---------- Given data
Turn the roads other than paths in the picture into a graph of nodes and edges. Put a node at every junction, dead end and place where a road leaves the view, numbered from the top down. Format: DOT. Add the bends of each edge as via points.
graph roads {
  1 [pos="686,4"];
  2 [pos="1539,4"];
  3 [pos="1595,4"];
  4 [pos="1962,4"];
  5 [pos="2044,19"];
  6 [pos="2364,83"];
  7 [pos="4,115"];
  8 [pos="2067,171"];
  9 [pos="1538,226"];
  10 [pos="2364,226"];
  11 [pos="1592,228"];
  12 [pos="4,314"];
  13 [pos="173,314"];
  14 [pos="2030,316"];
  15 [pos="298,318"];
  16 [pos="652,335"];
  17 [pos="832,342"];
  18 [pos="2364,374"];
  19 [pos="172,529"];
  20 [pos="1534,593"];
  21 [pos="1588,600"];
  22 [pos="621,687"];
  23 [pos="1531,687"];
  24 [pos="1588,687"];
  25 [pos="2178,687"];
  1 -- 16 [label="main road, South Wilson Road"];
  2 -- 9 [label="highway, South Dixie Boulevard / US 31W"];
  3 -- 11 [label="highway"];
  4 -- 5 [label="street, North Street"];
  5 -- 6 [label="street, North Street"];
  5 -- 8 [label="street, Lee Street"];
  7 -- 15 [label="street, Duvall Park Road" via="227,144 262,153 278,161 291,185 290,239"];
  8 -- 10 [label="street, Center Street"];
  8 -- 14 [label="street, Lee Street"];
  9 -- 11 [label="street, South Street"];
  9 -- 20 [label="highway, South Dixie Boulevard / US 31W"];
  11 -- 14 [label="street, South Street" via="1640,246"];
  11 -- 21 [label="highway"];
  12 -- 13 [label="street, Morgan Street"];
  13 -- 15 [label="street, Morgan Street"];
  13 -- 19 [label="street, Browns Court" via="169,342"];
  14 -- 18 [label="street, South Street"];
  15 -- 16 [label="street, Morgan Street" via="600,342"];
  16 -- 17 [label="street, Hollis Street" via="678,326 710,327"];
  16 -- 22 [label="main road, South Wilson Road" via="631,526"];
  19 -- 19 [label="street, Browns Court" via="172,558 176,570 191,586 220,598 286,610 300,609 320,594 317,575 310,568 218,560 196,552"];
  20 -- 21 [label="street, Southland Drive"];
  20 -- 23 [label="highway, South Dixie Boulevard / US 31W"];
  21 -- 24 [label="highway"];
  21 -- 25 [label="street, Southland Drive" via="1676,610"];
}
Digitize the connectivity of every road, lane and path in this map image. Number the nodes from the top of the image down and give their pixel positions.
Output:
--------------------
---------- Given data
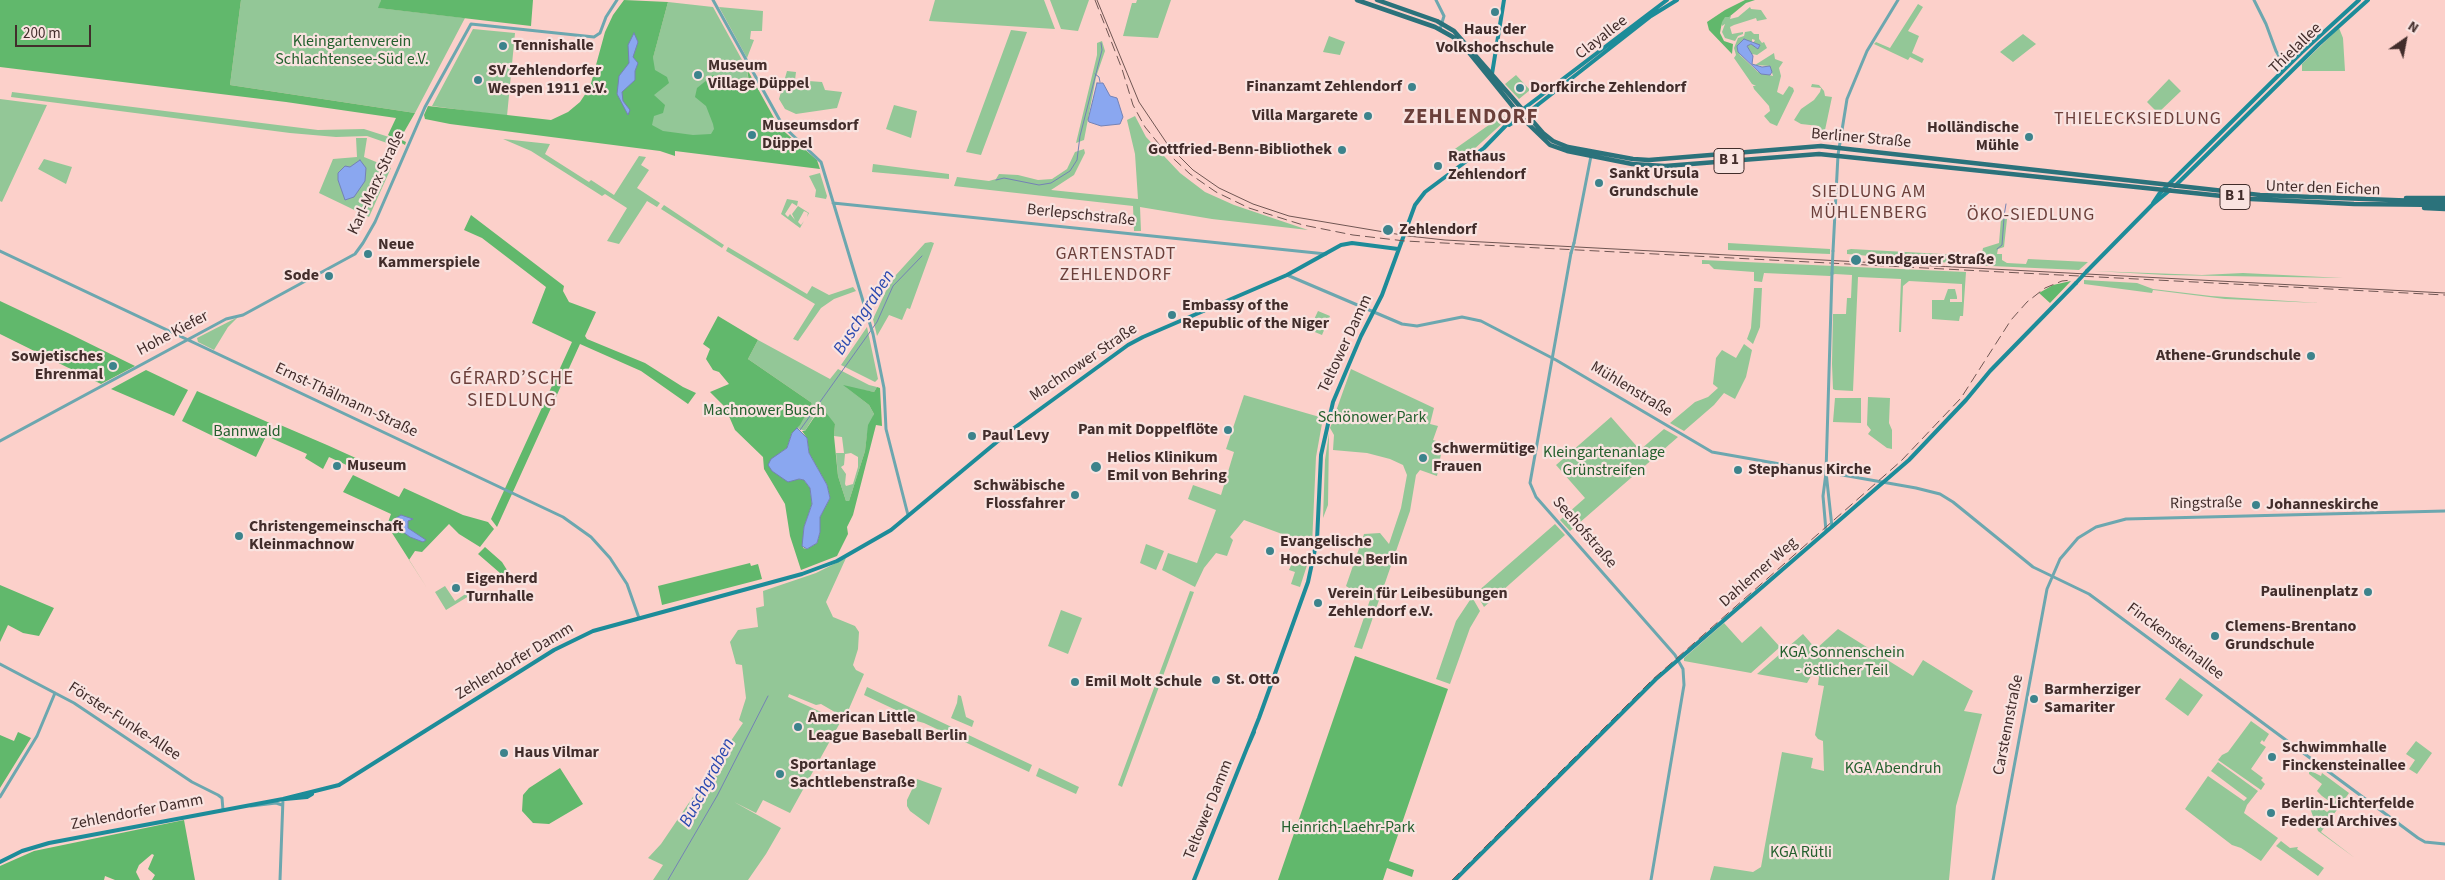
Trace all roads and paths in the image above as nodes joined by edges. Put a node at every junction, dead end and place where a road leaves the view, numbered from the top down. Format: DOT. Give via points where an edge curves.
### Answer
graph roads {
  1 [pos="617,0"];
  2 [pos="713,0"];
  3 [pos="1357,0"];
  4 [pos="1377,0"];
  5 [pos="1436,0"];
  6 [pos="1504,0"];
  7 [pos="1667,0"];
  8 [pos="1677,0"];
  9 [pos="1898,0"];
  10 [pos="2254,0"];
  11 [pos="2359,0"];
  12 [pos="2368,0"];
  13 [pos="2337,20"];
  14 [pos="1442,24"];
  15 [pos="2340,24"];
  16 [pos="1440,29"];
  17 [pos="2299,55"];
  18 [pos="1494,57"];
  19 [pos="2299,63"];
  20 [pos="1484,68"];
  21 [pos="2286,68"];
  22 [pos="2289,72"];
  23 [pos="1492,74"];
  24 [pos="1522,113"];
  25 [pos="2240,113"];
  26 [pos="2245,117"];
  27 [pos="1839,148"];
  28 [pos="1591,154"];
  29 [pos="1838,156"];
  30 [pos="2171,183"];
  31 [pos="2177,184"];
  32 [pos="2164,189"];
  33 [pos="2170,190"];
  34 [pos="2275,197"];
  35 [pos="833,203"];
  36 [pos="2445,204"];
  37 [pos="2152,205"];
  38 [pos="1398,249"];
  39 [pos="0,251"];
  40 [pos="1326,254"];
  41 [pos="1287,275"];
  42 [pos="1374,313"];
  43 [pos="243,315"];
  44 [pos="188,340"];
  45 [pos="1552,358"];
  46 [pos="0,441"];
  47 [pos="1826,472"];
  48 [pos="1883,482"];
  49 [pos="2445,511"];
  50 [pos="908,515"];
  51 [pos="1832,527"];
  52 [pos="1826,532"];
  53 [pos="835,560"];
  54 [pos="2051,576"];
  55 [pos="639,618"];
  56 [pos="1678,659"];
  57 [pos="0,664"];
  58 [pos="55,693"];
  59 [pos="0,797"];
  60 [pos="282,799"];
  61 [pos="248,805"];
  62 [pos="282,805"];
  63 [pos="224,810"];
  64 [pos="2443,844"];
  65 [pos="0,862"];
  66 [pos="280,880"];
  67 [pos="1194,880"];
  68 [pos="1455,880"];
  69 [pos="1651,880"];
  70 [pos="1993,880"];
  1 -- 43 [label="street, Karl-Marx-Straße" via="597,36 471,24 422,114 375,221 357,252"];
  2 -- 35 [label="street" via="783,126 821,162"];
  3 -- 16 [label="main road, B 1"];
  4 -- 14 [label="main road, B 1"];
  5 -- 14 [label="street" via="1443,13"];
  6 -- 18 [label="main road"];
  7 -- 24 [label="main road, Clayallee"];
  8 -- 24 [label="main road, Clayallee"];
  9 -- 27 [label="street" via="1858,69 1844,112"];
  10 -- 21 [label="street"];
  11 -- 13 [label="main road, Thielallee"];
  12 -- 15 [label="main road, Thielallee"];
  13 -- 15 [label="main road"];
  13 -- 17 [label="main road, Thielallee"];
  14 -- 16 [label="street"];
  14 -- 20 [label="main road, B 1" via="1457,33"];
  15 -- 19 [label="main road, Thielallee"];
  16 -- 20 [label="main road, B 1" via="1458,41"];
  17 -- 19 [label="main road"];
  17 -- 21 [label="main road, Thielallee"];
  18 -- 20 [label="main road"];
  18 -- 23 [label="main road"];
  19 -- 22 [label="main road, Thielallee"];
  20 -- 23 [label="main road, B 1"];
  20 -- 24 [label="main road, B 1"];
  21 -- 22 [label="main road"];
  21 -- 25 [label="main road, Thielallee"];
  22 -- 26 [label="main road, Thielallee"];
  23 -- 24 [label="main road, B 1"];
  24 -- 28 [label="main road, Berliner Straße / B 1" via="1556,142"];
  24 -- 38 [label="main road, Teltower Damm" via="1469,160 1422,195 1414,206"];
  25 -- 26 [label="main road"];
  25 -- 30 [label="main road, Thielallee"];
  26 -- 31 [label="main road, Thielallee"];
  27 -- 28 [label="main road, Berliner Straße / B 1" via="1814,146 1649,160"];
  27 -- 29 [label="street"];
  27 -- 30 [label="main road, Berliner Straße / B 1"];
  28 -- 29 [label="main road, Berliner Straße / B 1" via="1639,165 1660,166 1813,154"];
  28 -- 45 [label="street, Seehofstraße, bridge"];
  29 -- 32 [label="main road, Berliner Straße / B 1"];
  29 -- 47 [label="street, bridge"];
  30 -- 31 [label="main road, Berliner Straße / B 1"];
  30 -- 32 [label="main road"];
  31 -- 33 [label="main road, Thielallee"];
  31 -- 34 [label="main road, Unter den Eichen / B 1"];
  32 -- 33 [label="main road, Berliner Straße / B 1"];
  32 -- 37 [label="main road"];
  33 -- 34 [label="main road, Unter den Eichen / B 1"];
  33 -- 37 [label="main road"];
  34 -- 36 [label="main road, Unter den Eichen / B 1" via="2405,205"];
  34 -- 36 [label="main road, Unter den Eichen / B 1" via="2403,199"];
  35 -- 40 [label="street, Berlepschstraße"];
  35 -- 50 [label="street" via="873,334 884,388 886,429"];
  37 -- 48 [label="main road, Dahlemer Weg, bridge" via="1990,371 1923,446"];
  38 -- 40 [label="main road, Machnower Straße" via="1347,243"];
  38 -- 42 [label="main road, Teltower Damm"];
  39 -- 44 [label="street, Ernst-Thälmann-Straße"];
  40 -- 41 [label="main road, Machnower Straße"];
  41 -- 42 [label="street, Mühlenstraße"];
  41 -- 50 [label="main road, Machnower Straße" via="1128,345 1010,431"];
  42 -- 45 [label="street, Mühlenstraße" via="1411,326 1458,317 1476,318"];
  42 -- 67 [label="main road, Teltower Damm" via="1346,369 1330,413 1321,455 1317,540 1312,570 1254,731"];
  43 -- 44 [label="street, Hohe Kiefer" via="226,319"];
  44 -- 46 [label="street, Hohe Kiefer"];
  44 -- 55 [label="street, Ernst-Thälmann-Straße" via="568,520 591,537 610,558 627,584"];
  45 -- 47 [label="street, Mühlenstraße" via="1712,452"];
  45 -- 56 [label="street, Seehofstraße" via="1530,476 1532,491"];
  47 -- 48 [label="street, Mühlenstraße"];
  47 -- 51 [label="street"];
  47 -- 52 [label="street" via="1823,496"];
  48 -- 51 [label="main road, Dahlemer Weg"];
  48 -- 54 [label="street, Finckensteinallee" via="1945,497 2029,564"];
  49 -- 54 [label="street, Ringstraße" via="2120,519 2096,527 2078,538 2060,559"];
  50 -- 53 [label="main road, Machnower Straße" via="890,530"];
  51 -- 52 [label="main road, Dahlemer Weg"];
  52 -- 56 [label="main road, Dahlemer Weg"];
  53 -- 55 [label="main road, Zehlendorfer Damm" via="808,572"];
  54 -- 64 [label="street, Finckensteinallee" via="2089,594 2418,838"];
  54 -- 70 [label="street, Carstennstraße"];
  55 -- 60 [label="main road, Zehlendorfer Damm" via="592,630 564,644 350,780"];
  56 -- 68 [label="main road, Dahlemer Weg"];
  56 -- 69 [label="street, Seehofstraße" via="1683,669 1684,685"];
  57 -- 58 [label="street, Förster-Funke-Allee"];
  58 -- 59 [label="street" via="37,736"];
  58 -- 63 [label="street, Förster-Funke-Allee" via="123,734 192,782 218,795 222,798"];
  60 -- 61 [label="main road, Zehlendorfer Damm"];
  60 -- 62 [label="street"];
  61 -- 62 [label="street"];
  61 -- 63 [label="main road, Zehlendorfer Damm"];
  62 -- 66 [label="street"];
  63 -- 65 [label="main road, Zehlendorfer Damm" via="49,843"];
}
--------------------
**Task details**
Search the data above for "image" and copy every line where it turns up.

**Response to this task**
Digitize the connectivity of every road, lane and path in this map image. Number the nodes from the top of the image down and give their pixel positions.
Trace all roads and paths in the image above as nodes joined by edges. Put a node at every junction, dead end and place where a road leaves the view, numbered from the top down. Format: DOT. Give via points where an edge curves.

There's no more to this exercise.